The end point should give a ballpark cardinality for the following combinations of G, S, P, O.
- G, P
- G, P, O
- G, S
- G, S, P
Based on our experience, these are the most interesting questions but for completeness, the entry point might offer an API allowing specifying a constant or wildcard for each of the four parts of a quad. If the information is not readily available, "unknown" could be returned, together with the count of triples in the whole end point or the graph, if the graph is specified. Even if the end point does not support real time sampling of data for cardinality estimates, it would at least have an idea of the count of triples per graph, which is still far better than nothing.
Given the full SPARQL request, the end point could return the following data, without executing the query itself.

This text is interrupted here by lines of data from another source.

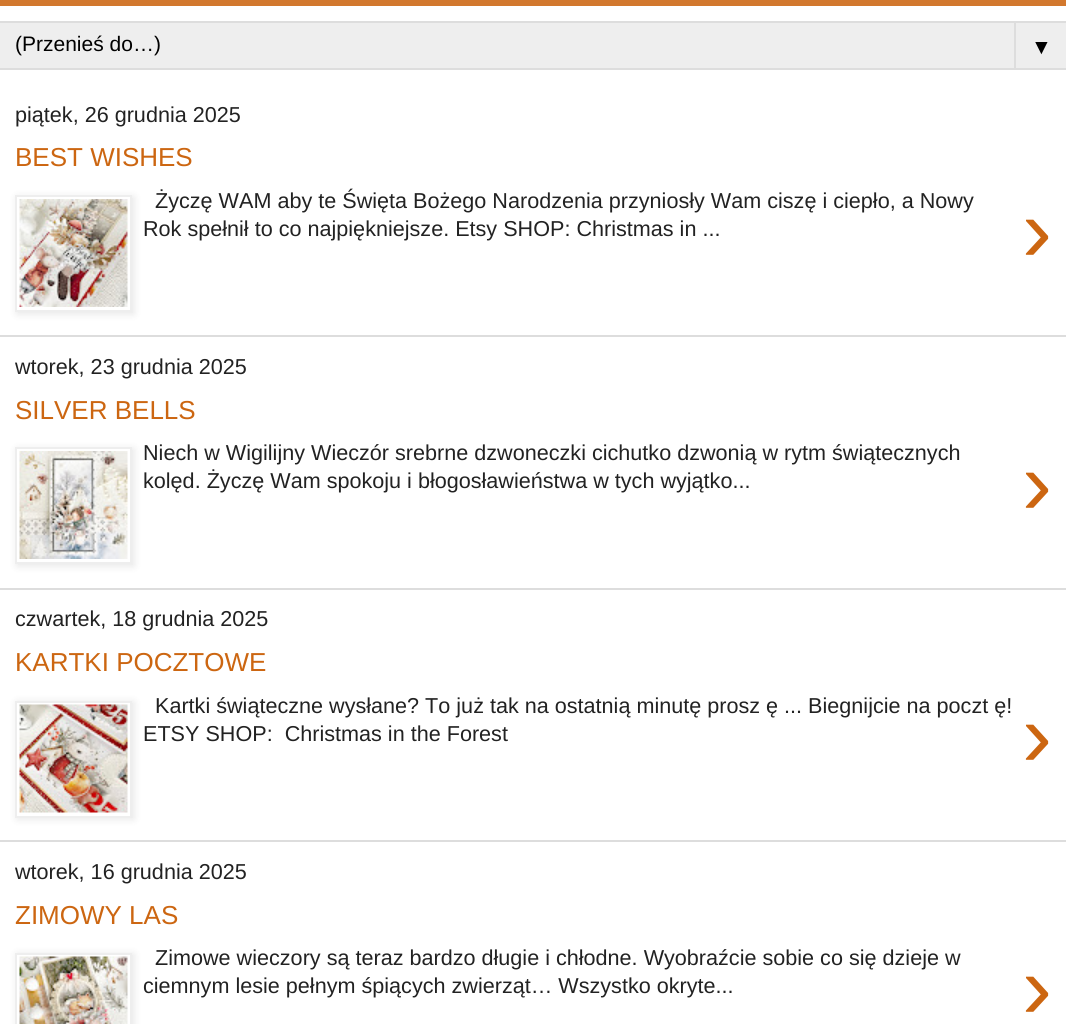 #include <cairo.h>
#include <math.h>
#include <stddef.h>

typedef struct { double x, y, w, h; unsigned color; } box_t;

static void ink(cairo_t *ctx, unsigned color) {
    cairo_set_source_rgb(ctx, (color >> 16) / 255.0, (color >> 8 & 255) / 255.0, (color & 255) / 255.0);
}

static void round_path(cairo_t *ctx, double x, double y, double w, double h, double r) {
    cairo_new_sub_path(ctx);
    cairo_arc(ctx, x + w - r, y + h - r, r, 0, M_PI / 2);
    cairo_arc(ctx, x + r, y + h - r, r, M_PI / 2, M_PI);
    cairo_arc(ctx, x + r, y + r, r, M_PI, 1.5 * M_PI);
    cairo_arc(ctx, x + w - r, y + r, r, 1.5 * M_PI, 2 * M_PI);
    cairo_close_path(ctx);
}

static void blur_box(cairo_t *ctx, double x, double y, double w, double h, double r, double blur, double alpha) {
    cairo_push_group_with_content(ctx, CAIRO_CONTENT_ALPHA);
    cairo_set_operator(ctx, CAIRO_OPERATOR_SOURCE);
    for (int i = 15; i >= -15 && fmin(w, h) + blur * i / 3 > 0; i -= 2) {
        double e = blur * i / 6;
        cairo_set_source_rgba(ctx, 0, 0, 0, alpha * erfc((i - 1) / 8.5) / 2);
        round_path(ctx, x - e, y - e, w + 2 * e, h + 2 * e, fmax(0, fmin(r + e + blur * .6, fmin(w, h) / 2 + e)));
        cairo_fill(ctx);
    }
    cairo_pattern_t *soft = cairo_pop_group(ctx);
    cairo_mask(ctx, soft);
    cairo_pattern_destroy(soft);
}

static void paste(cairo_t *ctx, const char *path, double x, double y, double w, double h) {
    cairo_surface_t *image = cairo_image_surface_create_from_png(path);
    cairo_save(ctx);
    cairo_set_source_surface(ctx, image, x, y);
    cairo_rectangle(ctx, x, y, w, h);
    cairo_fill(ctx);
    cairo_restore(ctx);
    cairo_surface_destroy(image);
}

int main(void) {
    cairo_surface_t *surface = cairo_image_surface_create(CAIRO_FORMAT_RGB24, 1066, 1024);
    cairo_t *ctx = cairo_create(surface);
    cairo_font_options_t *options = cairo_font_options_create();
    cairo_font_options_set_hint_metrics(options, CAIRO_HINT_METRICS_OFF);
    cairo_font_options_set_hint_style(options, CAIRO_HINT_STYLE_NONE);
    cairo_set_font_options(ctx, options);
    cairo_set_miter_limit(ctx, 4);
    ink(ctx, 0xFFFFFF);
    cairo_paint(ctx);
    {
        static const box_t items[] = {
            {0, 0, 1066, 6, 0xD2782E},
            {0, 23, 1066, 45, 0xEEEEEE},
            {0, 21, 1066, 2, 0xDDDDDD},
            {0, 68, 1066, 2, 0xDDDDDD},
        };
        for (size_t i = 0; i < sizeof items / sizeof *items; i++) {
            ink(ctx, items[i].color);
            cairo_rectangle(ctx, items[i].x, items[i].y, items[i].w, items[i].h);
            cairo_fill(ctx);
        }
    }
    cairo_select_font_face(ctx, "Liberation Sans", CAIRO_FONT_SLANT_NORMAL, CAIRO_FONT_WEIGHT_NORMAL);
    cairo_set_font_size(ctx, 21);
    ink(ctx, 0x000000);
    cairo_move_to(ctx, 15, 51);
    cairo_show_text(ctx, "(Przenieś do…)");
    ink(ctx, 0xDDDDDD);
    cairo_rectangle(ctx, 1014, 21, 2, 48);
    cairo_fill(ctx);
    ink(ctx, 0x000000);
    cairo_move_to(ctx, 1031, 54);
    cairo_show_text(ctx, "▼");
    ink(ctx, 0xDDDDDD);
    cairo_rectangle(ctx, 0, 335, 1066, 2);
    cairo_fill(ctx);
    cairo_set_font_size(ctx, 21.6);
    ink(ctx, 0x222222);
    cairo_move_to(ctx, 15, 122);
    cairo_show_text(ctx, "piątek, 26 grudnia 2025");
    cairo_set_font_size(ctx, 26);
    ink(ctx, 0xCC6611);
    cairo_move_to(ctx, 15, 166);
    cairo_show_text(ctx, "BEST WISHES");
    cairo_save(ctx);
    cairo_set_fill_rule(ctx, CAIRO_FILL_RULE_EVEN_ODD);
    cairo_new_path(ctx);
    cairo_move_to(ctx, 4, 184);
    cairo_line_to(ctx, 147, 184);
    cairo_line_to(ctx, 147, 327);
    cairo_line_to(ctx, 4, 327);
    cairo_close_path(ctx);
    cairo_move_to(ctx, 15, 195);
    cairo_line_to(ctx, 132, 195);
    cairo_line_to(ctx, 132, 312);
    cairo_line_to(ctx, 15, 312);
    cairo_close_path(ctx);
    cairo_clip(ctx);
    ink(ctx, 0x000000);
    blur_box(ctx, 17, 197, 117, 117, 0, 4, 0.1);
    cairo_restore(ctx);
    cairo_rectangle(ctx, 16, 196, 115, 115);
    ink(ctx, 0xEEEEEE);
    cairo_stroke(ctx);
    paste(ctx, "media/1.png", 19, 199, 109, 108);
    cairo_set_font_size(ctx, 21.6);
    ink(ctx, 0x222222);
    cairo_move_to(ctx, 155, 208);
    cairo_show_text(ctx, "Życzę WAM aby te Święta Bożego Narodzenia przyniosły Wam ciszę i ciepło, a Nowy");
    cairo_move_to(ctx, 143, 236);
    cairo_show_text(ctx, "Rok spełnił to co najpiękniejsze. Etsy SHOP: Christmas in ...");
    cairo_set_font_size(ctx, 90);
    ink(ctx, 0xCC6611);
    cairo_move_to(ctx, 1022, 261);
    cairo_show_text(ctx, "›");
    ink(ctx, 0xDDDDDD);
    cairo_rectangle(ctx, 0, 588, 1066, 2);
    cairo_fill(ctx);
    cairo_set_font_size(ctx, 21.6);
    ink(ctx, 0x222222);
    cairo_move_to(ctx, 15, 374);
    cairo_show_text(ctx, "wtorek, 23 grudnia 2025");
    cairo_set_font_size(ctx, 26);
    ink(ctx, 0xCC6611);
    cairo_move_to(ctx, 15, 419);
    cairo_show_text(ctx, "SILVER BELLS");
    cairo_save(ctx);
    cairo_set_fill_rule(ctx, CAIRO_FILL_RULE_EVEN_ODD);
    cairo_new_path(ctx);
    cairo_move_to(ctx, 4, 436);
    cairo_line_to(ctx, 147, 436);
    cairo_line_to(ctx, 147, 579);
    cairo_line_to(ctx, 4, 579);
    cairo_close_path(ctx);
    cairo_move_to(ctx, 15, 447);
    cairo_line_to(ctx, 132, 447);
    cairo_line_to(ctx, 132, 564);
    cairo_line_to(ctx, 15, 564);
    cairo_close_path(ctx);
    cairo_clip(ctx);
    ink(ctx, 0x000000);
    blur_box(ctx, 17, 449, 117, 117, 0, 4, 0.1);
    cairo_restore(ctx);
    cairo_rectangle(ctx, 16, 448, 115, 115);
    ink(ctx, 0xEEEEEE);
    cairo_stroke(ctx);
    paste(ctx, "media/2.png", 19, 451, 109, 108);
    cairo_set_font_size(ctx, 21.6);
    ink(ctx, 0x222222);
    cairo_move_to(ctx, 143, 460);
    cairo_show_text(ctx, "Niech w Wigilijny Wieczór srebrne dzwoneczki cichutko dzwonią w rytm świątecznych");
    cairo_move_to(ctx, 143, 488);
    cairo_show_text(ctx, "kolęd. Życzę Wam spokoju i błogosławieństwa w tych wyjątko...");
    cairo_set_font_size(ctx, 90);
    ink(ctx, 0xCC6611);
    cairo_move_to(ctx, 1022, 514);
    cairo_show_text(ctx, "›");
    ink(ctx, 0xDDDDDD);
    cairo_rectangle(ctx, 0, 840, 1066, 2);
    cairo_fill(ctx);
    cairo_set_font_size(ctx, 21.6);
    ink(ctx, 0x222222);
    cairo_move_to(ctx, 15, 626);
    cairo_show_text(ctx, "czwartek, 18 grudnia 2025");
    cairo_set_font_size(ctx, 26);
    ink(ctx, 0xCC6611);
    cairo_move_to(ctx, 15, 671);
    cairo_show_text(ctx, "KARTKI POCZTOWE");
    ink(ctx, 0x000000);
    blur_box(ctx, 17, 702, 117, 117, 0, 4, 0.1);
    ink(ctx, 0xFFFFFF);
    cairo_rectangle(ctx, 16, 702, 115, 115);
    cairo_fill_preserve(ctx);
    ink(ctx, 0xEEEEEE);
    cairo_stroke(ctx);
    paste(ctx, "media/3.png", 19, 704, 109, 109);
    cairo_set_font_size(ctx, 21.6);
    ink(ctx, 0x222222);
    cairo_move_to(ctx, 155, 713);
    cairo_show_text(ctx, "Kartki świąteczne wysłane? To już tak na ostatnią minutę prosz ę ... Biegnijcie na poczt ę!");
    cairo_move_to(ctx, 143, 741);
    cairo_show_text(ctx, "ETSY SHOP:  Christmas in the Forest");
    cairo_set_font_size(ctx, 90);
    ink(ctx, 0xCC6611);
    cairo_move_to(ctx, 1022, 766);
    cairo_show_text(ctx, "›");
    cairo_set_font_size(ctx, 21.6);
    ink(ctx, 0x222222);
    cairo_move_to(ctx, 15, 879);
    cairo_show_text(ctx, "wtorek, 16 grudnia 2025");
    cairo_set_font_size(ctx, 26);
    ink(ctx, 0xCC6611);
    cairo_move_to(ctx, 15, 924);
    cairo_show_text(ctx, "ZIMOWY LAS");
    cairo_save(ctx);
    cairo_set_fill_rule(ctx, CAIRO_FILL_RULE_EVEN_ODD);
    cairo_new_path(ctx);
    cairo_move_to(ctx, 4, 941);
    cairo_line_to(ctx, 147, 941);
    cairo_line_to(ctx, 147, 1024);
    cairo_line_to(ctx, 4, 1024);
    cairo_close_path(ctx);
    cairo_move_to(ctx, 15, 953);
    cairo_line_to(ctx, 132, 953);
    cairo_line_to(ctx, 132, 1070);
    cairo_line_to(ctx, 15, 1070);
    cairo_close_path(ctx);
    cairo_clip(ctx);
    ink(ctx, 0x000000);
    blur_box(ctx, 17, 954, 117, 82, 0, 4, 0.1);
    cairo_restore(ctx);
    cairo_rectangle(ctx, 16, 954, 115, 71);
    ink(ctx, 0xEEEEEE);
    cairo_stroke(ctx);
    paste(ctx, "media/4.png", 19, 956, 109, 68);
    cairo_set_font_size(ctx, 21.6);
    ink(ctx, 0x222222);
    cairo_move_to(ctx, 155, 965);
    cairo_show_text(ctx, "Zimowe wieczory są teraz bardzo długie i chłodne. Wyobraźcie sobie co się dzieje w");
    cairo_move_to(ctx, 143, 993);
    cairo_show_text(ctx, "ciemnym lesie pełnym śpiących zwierząt… Wszystko okryte...");
    cairo_set_font_size(ctx, 90);
    ink(ctx, 0xCC6611);
    cairo_move_to(ctx, 1022, 1018);
    cairo_show_text(ctx, "›");
    cairo_surface_write_to_png(surface, "image.png");
    cairo_font_options_destroy(options);
    cairo_destroy(ctx);
    cairo_surface_destroy(surface);
    return 0;
}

- Syntax errors vs. parsed successfully?
- Are there graph, predicate or subject literals which do not exist in this end point? Does this cause the query result to always be emppty? What arre these?
- How many results are expected, according to the SPARQL compiler cost model? This is a row count, if the query is a construct or describe query, this is the count of rows that will go as input to the construct/describe.
- What is the execution time, as guessed by the SPARQL compiler cost model?
- Execution plan, in whatever implementation specific, in principle human readable format.
All these elements would be optional.
This somewhat overlaps with the optimization questions but it may still be the case that it is more efficient to support a special interface for the optimization related questions.